**What to produce:** Each line from the one containing "middle mcp: (913, 484)" to the end of the entries below must be restated exactly, and no other line should appear.

(Images with keypoint coordinates)

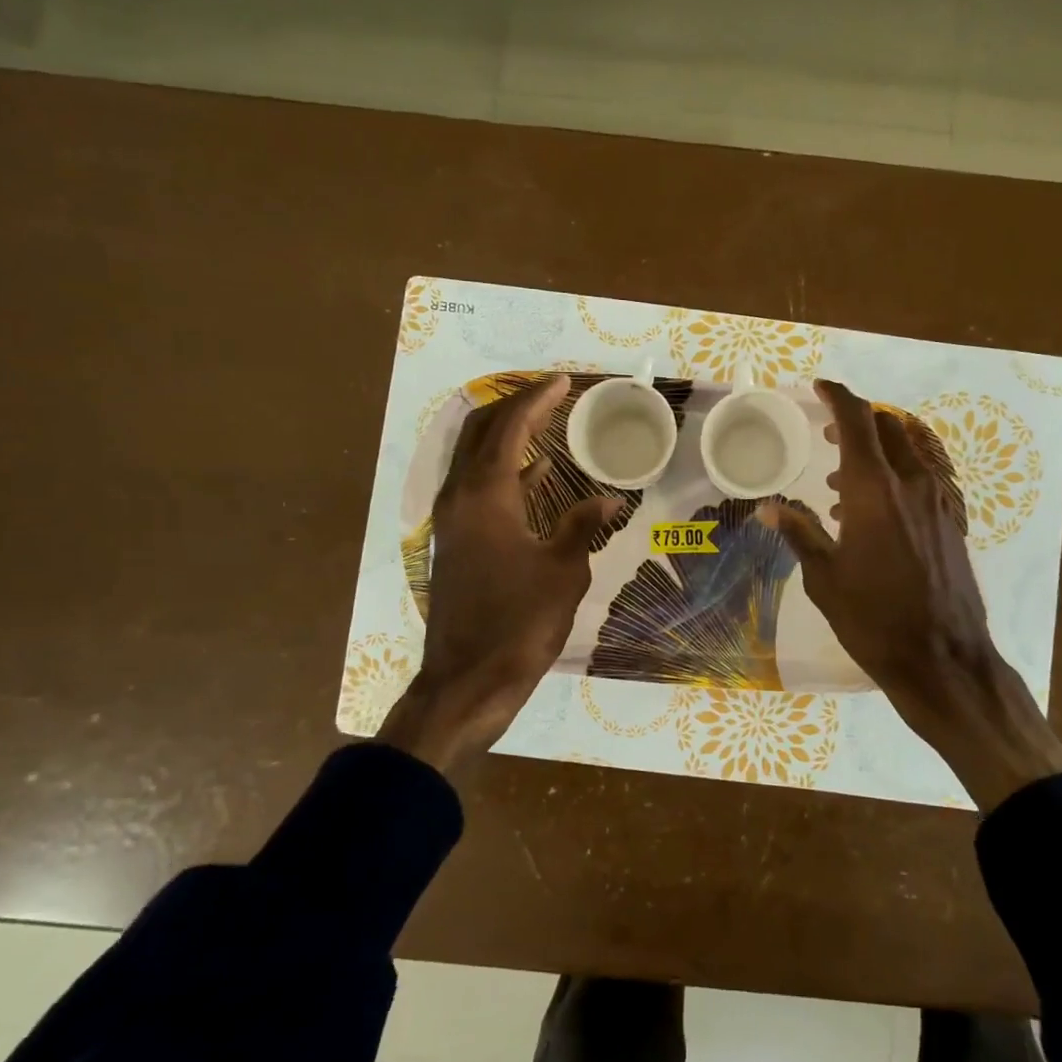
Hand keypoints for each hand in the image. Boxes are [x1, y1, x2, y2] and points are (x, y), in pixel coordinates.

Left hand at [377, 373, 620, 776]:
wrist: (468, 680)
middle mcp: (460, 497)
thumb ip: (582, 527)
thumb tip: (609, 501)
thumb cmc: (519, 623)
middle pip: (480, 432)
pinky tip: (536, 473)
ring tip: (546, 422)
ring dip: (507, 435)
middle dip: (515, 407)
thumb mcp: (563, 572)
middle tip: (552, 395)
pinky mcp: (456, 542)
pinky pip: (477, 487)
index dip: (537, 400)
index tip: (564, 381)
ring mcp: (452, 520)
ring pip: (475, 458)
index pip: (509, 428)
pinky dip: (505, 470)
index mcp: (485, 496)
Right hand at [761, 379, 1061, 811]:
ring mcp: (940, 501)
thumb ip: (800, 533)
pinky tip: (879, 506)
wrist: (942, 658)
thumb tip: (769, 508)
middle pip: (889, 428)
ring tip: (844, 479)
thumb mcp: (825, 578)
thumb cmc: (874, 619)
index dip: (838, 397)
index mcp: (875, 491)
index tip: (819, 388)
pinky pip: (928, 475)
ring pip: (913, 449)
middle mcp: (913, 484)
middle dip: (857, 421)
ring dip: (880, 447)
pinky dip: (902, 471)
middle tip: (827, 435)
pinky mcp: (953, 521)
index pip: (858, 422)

**Reply:**
middle mcp: (913, 484)
middle dip: (857, 421)
ring dip: (880, 447)
pinky dip: (902, 471)
middle tip: (827, 435)
pinky mcp: (953, 521)
index pip: (858, 422)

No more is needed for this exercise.